TO DO:
Please find every line of the listing below where "paths" occurs and copy it.

INPUT RECORDS:
◆ ◆ ◆ ◆ ◆ ◆ ◆

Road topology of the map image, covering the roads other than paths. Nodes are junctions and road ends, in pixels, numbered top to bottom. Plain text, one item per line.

◆ ◆ ◆ ◆ ◆ ◆ ◆

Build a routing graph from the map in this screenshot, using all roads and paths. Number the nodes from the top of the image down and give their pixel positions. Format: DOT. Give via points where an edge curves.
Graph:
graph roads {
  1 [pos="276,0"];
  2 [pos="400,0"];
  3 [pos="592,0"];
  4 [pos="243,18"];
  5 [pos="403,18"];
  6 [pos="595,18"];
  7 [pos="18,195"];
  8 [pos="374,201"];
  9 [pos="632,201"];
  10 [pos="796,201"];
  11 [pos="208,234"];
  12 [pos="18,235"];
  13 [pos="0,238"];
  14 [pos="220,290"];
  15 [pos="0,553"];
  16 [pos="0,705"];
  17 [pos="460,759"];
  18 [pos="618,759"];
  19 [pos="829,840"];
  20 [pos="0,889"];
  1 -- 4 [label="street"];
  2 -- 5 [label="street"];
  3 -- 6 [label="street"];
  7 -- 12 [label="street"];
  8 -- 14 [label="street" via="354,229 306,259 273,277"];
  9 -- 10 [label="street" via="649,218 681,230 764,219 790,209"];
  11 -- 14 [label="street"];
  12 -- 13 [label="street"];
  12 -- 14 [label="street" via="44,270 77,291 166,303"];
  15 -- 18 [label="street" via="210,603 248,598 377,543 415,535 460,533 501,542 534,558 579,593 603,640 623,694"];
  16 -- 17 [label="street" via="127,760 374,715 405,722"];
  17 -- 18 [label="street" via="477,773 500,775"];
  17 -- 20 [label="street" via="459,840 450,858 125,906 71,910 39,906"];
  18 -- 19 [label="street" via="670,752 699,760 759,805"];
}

◆ ◆ ◆ ◆ ◆ ◆ ◆

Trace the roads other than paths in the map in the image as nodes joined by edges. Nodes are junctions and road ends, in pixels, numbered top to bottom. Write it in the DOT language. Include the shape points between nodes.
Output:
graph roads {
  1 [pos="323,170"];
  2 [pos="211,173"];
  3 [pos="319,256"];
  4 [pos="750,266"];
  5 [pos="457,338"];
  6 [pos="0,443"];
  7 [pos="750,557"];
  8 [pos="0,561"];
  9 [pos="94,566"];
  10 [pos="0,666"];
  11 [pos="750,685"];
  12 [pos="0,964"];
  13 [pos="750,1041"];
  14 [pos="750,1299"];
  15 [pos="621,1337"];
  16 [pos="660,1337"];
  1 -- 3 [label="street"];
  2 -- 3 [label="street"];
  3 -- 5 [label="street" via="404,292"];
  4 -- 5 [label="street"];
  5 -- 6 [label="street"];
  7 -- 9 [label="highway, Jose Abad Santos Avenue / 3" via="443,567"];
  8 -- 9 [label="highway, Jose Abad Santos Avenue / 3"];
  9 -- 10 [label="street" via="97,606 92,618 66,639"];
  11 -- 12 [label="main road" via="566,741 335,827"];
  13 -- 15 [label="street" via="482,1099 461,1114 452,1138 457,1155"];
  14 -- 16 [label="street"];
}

◆ ◆ ◆ ◆ ◆ ◆ ◆

ANSWER TO THE PROBLEM:
Road topology of the map image, covering the roads other than paths. Nodes are junctions and road ends, in pixels, numbered top to bottom. Plain text, one item per line.
Build a routing graph from the map in this screenshot, using all roads and paths. Number the nodes from the top of the image down and give their pixel positions. Format: DOT. Give via points where an edge curves.
Trace the roads other than paths in the map in the image as nodes joined by edges. Nodes are junctions and road ends, in pixels, numbered top to bottom. Write it in the DOT language. Include the shape points between nodes.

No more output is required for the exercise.